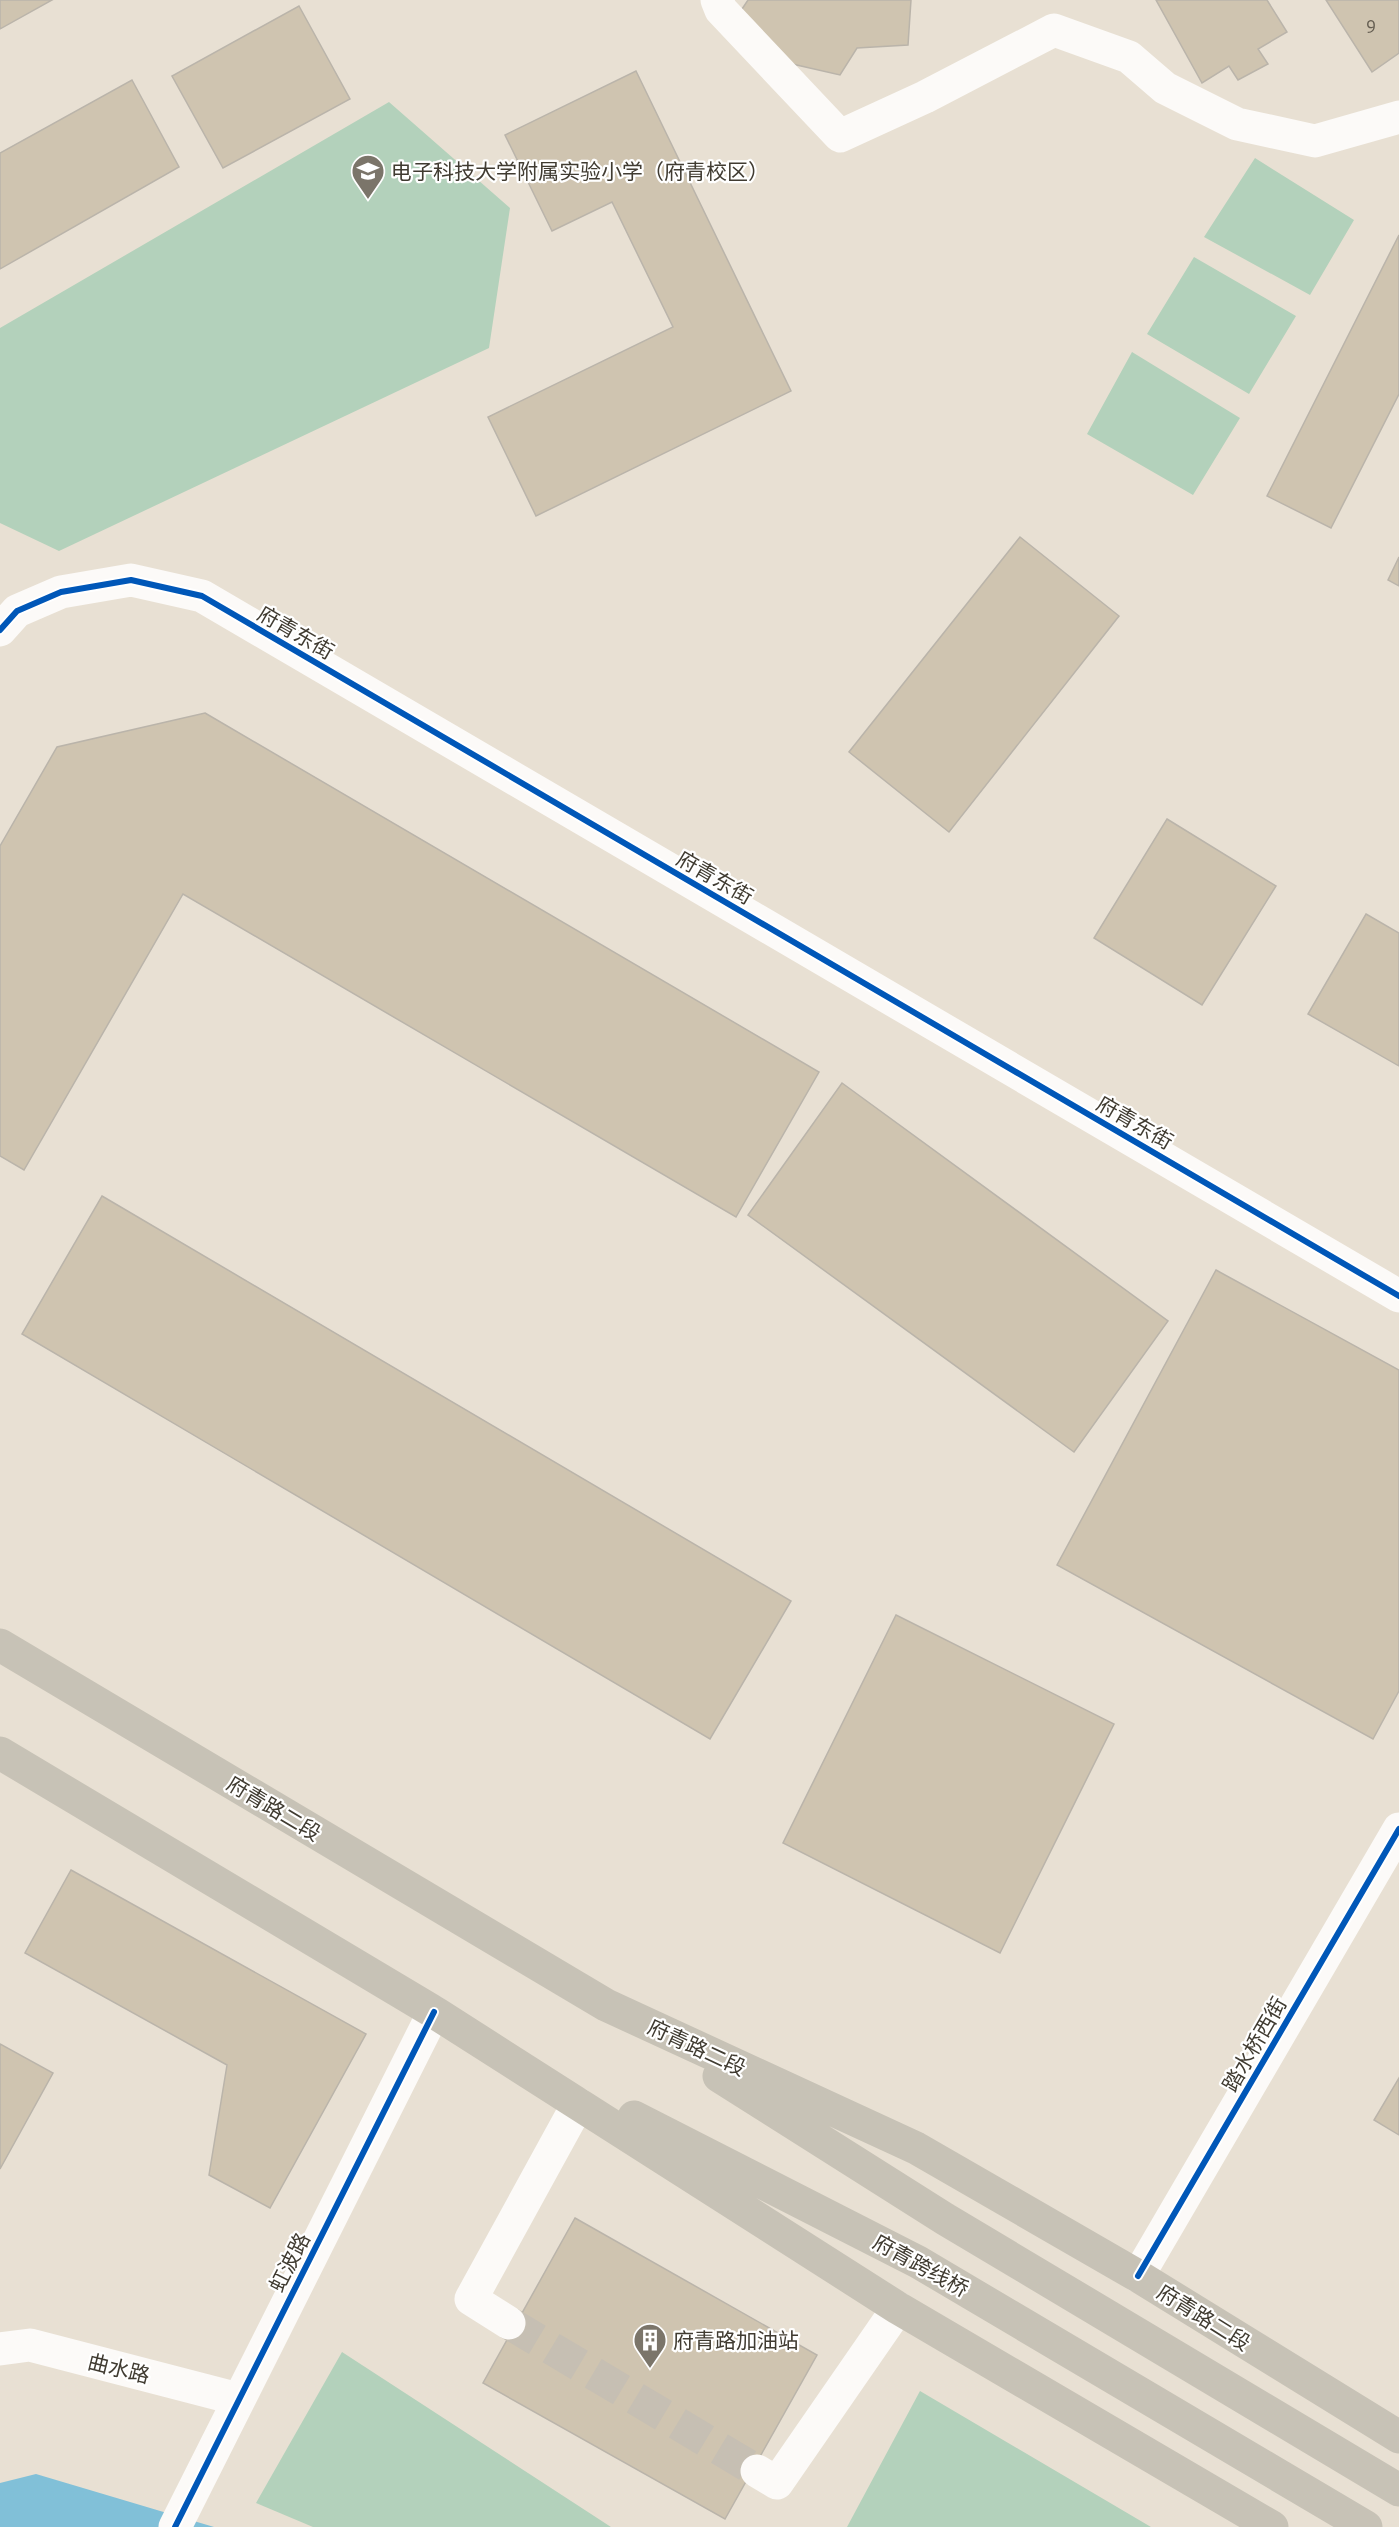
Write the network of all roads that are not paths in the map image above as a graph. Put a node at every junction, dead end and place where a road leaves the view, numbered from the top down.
1 (717, 0) edge
2 (1399, 117) edge
3 (0, 630) edge
4 (1399, 1296) edge
5 (0, 1645) edge
6 (0, 1753) edge
7 (1399, 1829) edge
8 (606, 2005) junction
9 (434, 2012) junction
10 (461, 2029) junction
11 (578, 2104) junction
12 (1137, 2276) junction
13 (898, 2308) junction
14 (509, 2323) tunnel mouth
15 (0, 2349) edge
16 (238, 2399) junction
17 (1399, 2437) edge
18 (757, 2471) tunnel mouth
19 (1399, 2490) edge
20 (175, 2527) edge
21 (1272, 2527) edge
22 (1366, 2527) edge

1 - 2 street
3 - 4 street, 府青东街
5 - 8 main road, 府青路二段
6 - 9 main road
7 - 12 street, 踏水桥西街
8 - 12 main road, 府青路二段
8 - 19 main road
9 - 10 main road
9 - 16 street, 虹波路
10 - 11 main road
10 - 22 main road, 府青跨线桥
11 - 13 main road
11 - 14 street
12 - 17 main road, 府青路二段
13 - 18 street
13 - 21 main road
15 - 16 street, 曲水路
16 - 20 street, 虹波路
========================
● **What the exercise asks**:
Please give every line above again word for word, apart from the pictures.

● **Completed exercise**:
Write the network of all roads that are not paths in the map image above as a graph. Put a node at every junction, dead end and place where a road leaves the view, numbered from the top down.
1 (717, 0) edge
2 (1399, 117) edge
3 (0, 630) edge
4 (1399, 1296) edge
5 (0, 1645) edge
6 (0, 1753) edge
7 (1399, 1829) edge
8 (606, 2005) junction
9 (434, 2012) junction
10 (461, 2029) junction
11 (578, 2104) junction
12 (1137, 2276) junction
13 (898, 2308) junction
14 (509, 2323) tunnel mouth
15 (0, 2349) edge
16 (238, 2399) junction
17 (1399, 2437) edge
18 (757, 2471) tunnel mouth
19 (1399, 2490) edge
20 (175, 2527) edge
21 (1272, 2527) edge
22 (1366, 2527) edge

1 - 2 street
3 - 4 street, 府青东街
5 - 8 main road, 府青路二段
6 - 9 main road
7 - 12 street, 踏水桥西街
8 - 12 main road, 府青路二段
8 - 19 main road
9 - 10 main road
9 - 16 street, 虹波路
10 - 11 main road
10 - 22 main road, 府青跨线桥
11 - 13 main road
11 - 14 street
12 - 17 main road, 府青路二段
13 - 18 street
13 - 21 main road
15 - 16 street, 曲水路
16 - 20 street, 虹波路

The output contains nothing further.